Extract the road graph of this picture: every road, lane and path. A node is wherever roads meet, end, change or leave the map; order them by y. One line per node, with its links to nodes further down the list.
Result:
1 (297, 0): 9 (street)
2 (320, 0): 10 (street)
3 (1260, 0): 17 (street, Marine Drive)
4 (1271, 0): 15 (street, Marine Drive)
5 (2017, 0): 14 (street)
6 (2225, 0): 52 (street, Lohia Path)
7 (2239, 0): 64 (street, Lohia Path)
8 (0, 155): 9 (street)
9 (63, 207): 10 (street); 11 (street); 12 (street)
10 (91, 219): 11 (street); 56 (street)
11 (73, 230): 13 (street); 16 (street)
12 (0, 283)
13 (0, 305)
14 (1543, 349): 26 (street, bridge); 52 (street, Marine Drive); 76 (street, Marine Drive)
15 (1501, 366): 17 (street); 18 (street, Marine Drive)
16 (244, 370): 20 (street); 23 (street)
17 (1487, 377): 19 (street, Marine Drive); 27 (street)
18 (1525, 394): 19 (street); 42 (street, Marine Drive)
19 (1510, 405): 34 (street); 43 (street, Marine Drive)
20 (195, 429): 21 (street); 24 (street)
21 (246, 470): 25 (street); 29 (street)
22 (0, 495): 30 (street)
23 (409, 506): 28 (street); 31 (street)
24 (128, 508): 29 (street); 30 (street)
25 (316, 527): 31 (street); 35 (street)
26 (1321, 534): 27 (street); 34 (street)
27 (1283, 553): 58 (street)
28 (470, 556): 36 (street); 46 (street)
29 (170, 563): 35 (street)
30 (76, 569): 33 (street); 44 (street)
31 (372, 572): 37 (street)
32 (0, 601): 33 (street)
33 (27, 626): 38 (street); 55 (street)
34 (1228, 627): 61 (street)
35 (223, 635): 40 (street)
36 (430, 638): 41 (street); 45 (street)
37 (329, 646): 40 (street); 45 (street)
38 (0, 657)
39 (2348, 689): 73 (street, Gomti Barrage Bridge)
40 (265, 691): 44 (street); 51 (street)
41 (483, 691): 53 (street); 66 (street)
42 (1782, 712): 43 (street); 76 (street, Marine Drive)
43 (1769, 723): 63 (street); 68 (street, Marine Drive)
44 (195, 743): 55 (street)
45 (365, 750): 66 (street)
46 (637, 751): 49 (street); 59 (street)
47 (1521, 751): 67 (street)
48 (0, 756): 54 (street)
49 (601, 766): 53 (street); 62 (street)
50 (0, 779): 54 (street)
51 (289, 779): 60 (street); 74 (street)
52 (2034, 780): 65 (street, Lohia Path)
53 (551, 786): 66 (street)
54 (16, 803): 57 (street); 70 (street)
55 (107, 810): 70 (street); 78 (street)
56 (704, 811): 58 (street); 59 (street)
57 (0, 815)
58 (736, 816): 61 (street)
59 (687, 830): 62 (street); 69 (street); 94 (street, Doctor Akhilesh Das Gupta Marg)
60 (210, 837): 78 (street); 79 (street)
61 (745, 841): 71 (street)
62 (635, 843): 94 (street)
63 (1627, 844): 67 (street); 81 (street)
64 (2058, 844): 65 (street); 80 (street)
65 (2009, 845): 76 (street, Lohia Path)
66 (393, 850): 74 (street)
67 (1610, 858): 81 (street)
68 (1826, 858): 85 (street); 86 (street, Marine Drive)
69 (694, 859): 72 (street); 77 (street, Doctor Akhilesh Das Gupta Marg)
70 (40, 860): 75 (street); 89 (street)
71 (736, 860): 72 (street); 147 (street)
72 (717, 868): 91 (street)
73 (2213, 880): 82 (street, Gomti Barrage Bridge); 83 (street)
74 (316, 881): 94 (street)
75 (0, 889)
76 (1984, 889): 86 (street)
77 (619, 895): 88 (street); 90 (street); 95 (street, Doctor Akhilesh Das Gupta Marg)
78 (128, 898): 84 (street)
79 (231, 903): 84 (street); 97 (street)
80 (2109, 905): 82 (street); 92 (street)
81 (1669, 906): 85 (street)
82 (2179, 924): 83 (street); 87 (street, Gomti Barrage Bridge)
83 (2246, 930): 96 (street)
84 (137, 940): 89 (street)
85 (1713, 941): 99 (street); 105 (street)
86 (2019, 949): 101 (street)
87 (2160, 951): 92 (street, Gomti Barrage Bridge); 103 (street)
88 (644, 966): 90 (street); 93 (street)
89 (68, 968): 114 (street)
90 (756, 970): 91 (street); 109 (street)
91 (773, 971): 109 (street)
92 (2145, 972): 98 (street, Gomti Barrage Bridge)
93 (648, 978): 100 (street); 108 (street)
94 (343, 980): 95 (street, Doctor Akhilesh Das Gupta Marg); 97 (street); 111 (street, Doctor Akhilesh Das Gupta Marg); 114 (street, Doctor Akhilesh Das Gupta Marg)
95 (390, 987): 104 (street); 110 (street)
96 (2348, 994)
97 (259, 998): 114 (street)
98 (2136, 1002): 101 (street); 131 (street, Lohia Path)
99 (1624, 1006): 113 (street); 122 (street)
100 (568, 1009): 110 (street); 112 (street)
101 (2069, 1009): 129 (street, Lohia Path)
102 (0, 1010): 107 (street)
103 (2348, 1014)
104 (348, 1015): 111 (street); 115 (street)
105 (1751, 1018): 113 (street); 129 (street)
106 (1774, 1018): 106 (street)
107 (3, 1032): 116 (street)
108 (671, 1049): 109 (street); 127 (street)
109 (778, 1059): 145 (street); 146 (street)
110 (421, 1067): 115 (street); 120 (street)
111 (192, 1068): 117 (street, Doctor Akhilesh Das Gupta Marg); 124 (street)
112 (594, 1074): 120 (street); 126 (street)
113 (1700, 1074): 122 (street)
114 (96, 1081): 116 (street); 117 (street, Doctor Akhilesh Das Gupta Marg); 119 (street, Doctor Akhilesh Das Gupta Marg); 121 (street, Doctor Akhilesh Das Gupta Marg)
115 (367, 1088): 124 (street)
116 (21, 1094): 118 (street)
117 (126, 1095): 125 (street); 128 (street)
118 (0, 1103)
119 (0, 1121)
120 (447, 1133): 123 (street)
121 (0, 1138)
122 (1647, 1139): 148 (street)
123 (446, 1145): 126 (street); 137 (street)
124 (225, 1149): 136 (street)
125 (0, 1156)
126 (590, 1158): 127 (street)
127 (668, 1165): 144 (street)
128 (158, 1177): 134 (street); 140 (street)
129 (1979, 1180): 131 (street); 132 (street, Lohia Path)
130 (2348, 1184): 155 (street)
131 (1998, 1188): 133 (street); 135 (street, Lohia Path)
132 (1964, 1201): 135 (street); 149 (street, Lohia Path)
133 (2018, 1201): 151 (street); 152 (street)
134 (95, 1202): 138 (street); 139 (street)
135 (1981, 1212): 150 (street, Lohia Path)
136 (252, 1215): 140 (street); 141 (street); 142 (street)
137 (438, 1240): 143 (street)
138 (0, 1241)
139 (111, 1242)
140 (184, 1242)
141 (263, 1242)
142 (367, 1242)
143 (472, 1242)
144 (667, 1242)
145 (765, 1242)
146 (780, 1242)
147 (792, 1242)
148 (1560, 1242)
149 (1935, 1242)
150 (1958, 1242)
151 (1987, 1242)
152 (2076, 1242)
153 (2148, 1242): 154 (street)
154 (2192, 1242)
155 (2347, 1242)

Directions for this task –
Nothing but the complete listing, repeated exactly, belongs in the answer.

Task response –
Extract the road graph of this picture: every road, lane and path. A node is wherever roads meet, end, change or leave the map; order them by y. One line per node, with its links to nodes further down the list.
Result:
1 (297, 0): 9 (street)
2 (320, 0): 10 (street)
3 (1260, 0): 17 (street, Marine Drive)
4 (1271, 0): 15 (street, Marine Drive)
5 (2017, 0): 14 (street)
6 (2225, 0): 52 (street, Lohia Path)
7 (2239, 0): 64 (street, Lohia Path)
8 (0, 155): 9 (street)
9 (63, 207): 10 (street); 11 (street); 12 (street)
10 (91, 219): 11 (street); 56 (street)
11 (73, 230): 13 (street); 16 (street)
12 (0, 283)
13 (0, 305)
14 (1543, 349): 26 (street, bridge); 52 (street, Marine Drive); 76 (street, Marine Drive)
15 (1501, 366): 17 (street); 18 (street, Marine Drive)
16 (244, 370): 20 (street); 23 (street)
17 (1487, 377): 19 (street, Marine Drive); 27 (street)
18 (1525, 394): 19 (street); 42 (street, Marine Drive)
19 (1510, 405): 34 (street); 43 (street, Marine Drive)
20 (195, 429): 21 (street); 24 (street)
21 (246, 470): 25 (street); 29 (street)
22 (0, 495): 30 (street)
23 (409, 506): 28 (street); 31 (street)
24 (128, 508): 29 (street); 30 (street)
25 (316, 527): 31 (street); 35 (street)
26 (1321, 534): 27 (street); 34 (street)
27 (1283, 553): 58 (street)
28 (470, 556): 36 (street); 46 (street)
29 (170, 563): 35 (street)
30 (76, 569): 33 (street); 44 (street)
31 (372, 572): 37 (street)
32 (0, 601): 33 (street)
33 (27, 626): 38 (street); 55 (street)
34 (1228, 627): 61 (street)
35 (223, 635): 40 (street)
36 (430, 638): 41 (street); 45 (street)
37 (329, 646): 40 (street); 45 (street)
38 (0, 657)
39 (2348, 689): 73 (street, Gomti Barrage Bridge)
40 (265, 691): 44 (street); 51 (street)
41 (483, 691): 53 (street); 66 (street)
42 (1782, 712): 43 (street); 76 (street, Marine Drive)
43 (1769, 723): 63 (street); 68 (street, Marine Drive)
44 (195, 743): 55 (street)
45 (365, 750): 66 (street)
46 (637, 751): 49 (street); 59 (street)
47 (1521, 751): 67 (street)
48 (0, 756): 54 (street)
49 (601, 766): 53 (street); 62 (street)
50 (0, 779): 54 (street)
51 (289, 779): 60 (street); 74 (street)
52 (2034, 780): 65 (street, Lohia Path)
53 (551, 786): 66 (street)
54 (16, 803): 57 (street); 70 (street)
55 (107, 810): 70 (street); 78 (street)
56 (704, 811): 58 (street); 59 (street)
57 (0, 815)
58 (736, 816): 61 (street)
59 (687, 830): 62 (street); 69 (street); 94 (street, Doctor Akhilesh Das Gupta Marg)
60 (210, 837): 78 (street); 79 (street)
61 (745, 841): 71 (street)
62 (635, 843): 94 (street)
63 (1627, 844): 67 (street); 81 (street)
64 (2058, 844): 65 (street); 80 (street)
65 (2009, 845): 76 (street, Lohia Path)
66 (393, 850): 74 (street)
67 (1610, 858): 81 (street)
68 (1826, 858): 85 (street); 86 (street, Marine Drive)
69 (694, 859): 72 (street); 77 (street, Doctor Akhilesh Das Gupta Marg)
70 (40, 860): 75 (street); 89 (street)
71 (736, 860): 72 (street); 147 (street)
72 (717, 868): 91 (street)
73 (2213, 880): 82 (street, Gomti Barrage Bridge); 83 (street)
74 (316, 881): 94 (street)
75 (0, 889)
76 (1984, 889): 86 (street)
77 (619, 895): 88 (street); 90 (street); 95 (street, Doctor Akhilesh Das Gupta Marg)
78 (128, 898): 84 (street)
79 (231, 903): 84 (street); 97 (street)
80 (2109, 905): 82 (street); 92 (street)
81 (1669, 906): 85 (street)
82 (2179, 924): 83 (street); 87 (street, Gomti Barrage Bridge)
83 (2246, 930): 96 (street)
84 (137, 940): 89 (street)
85 (1713, 941): 99 (street); 105 (street)
86 (2019, 949): 101 (street)
87 (2160, 951): 92 (street, Gomti Barrage Bridge); 103 (street)
88 (644, 966): 90 (street); 93 (street)
89 (68, 968): 114 (street)
90 (756, 970): 91 (street); 109 (street)
91 (773, 971): 109 (street)
92 (2145, 972): 98 (street, Gomti Barrage Bridge)
93 (648, 978): 100 (street); 108 (street)
94 (343, 980): 95 (street, Doctor Akhilesh Das Gupta Marg); 97 (street); 111 (street, Doctor Akhilesh Das Gupta Marg); 114 (street, Doctor Akhilesh Das Gupta Marg)
95 (390, 987): 104 (street); 110 (street)
96 (2348, 994)
97 (259, 998): 114 (street)
98 (2136, 1002): 101 (street); 131 (street, Lohia Path)
99 (1624, 1006): 113 (street); 122 (street)
100 (568, 1009): 110 (street); 112 (street)
101 (2069, 1009): 129 (street, Lohia Path)
102 (0, 1010): 107 (street)
103 (2348, 1014)
104 (348, 1015): 111 (street); 115 (street)
105 (1751, 1018): 113 (street); 129 (street)
106 (1774, 1018): 106 (street)
107 (3, 1032): 116 (street)
108 (671, 1049): 109 (street); 127 (street)
109 (778, 1059): 145 (street); 146 (street)
110 (421, 1067): 115 (street); 120 (street)
111 (192, 1068): 117 (street, Doctor Akhilesh Das Gupta Marg); 124 (street)
112 (594, 1074): 120 (street); 126 (street)
113 (1700, 1074): 122 (street)
114 (96, 1081): 116 (street); 117 (street, Doctor Akhilesh Das Gupta Marg); 119 (street, Doctor Akhilesh Das Gupta Marg); 121 (street, Doctor Akhilesh Das Gupta Marg)
115 (367, 1088): 124 (street)
116 (21, 1094): 118 (street)
117 (126, 1095): 125 (street); 128 (street)
118 (0, 1103)
119 (0, 1121)
120 (447, 1133): 123 (street)
121 (0, 1138)
122 (1647, 1139): 148 (street)
123 (446, 1145): 126 (street); 137 (street)
124 (225, 1149): 136 (street)
125 (0, 1156)
126 (590, 1158): 127 (street)
127 (668, 1165): 144 (street)
128 (158, 1177): 134 (street); 140 (street)
129 (1979, 1180): 131 (street); 132 (street, Lohia Path)
130 (2348, 1184): 155 (street)
131 (1998, 1188): 133 (street); 135 (street, Lohia Path)
132 (1964, 1201): 135 (street); 149 (street, Lohia Path)
133 (2018, 1201): 151 (street); 152 (street)
134 (95, 1202): 138 (street); 139 (street)
135 (1981, 1212): 150 (street, Lohia Path)
136 (252, 1215): 140 (street); 141 (street); 142 (street)
137 (438, 1240): 143 (street)
138 (0, 1241)
139 (111, 1242)
140 (184, 1242)
141 (263, 1242)
142 (367, 1242)
143 (472, 1242)
144 (667, 1242)
145 (765, 1242)
146 (780, 1242)
147 (792, 1242)
148 (1560, 1242)
149 (1935, 1242)
150 (1958, 1242)
151 (1987, 1242)
152 (2076, 1242)
153 (2148, 1242): 154 (street)
154 (2192, 1242)
155 (2347, 1242)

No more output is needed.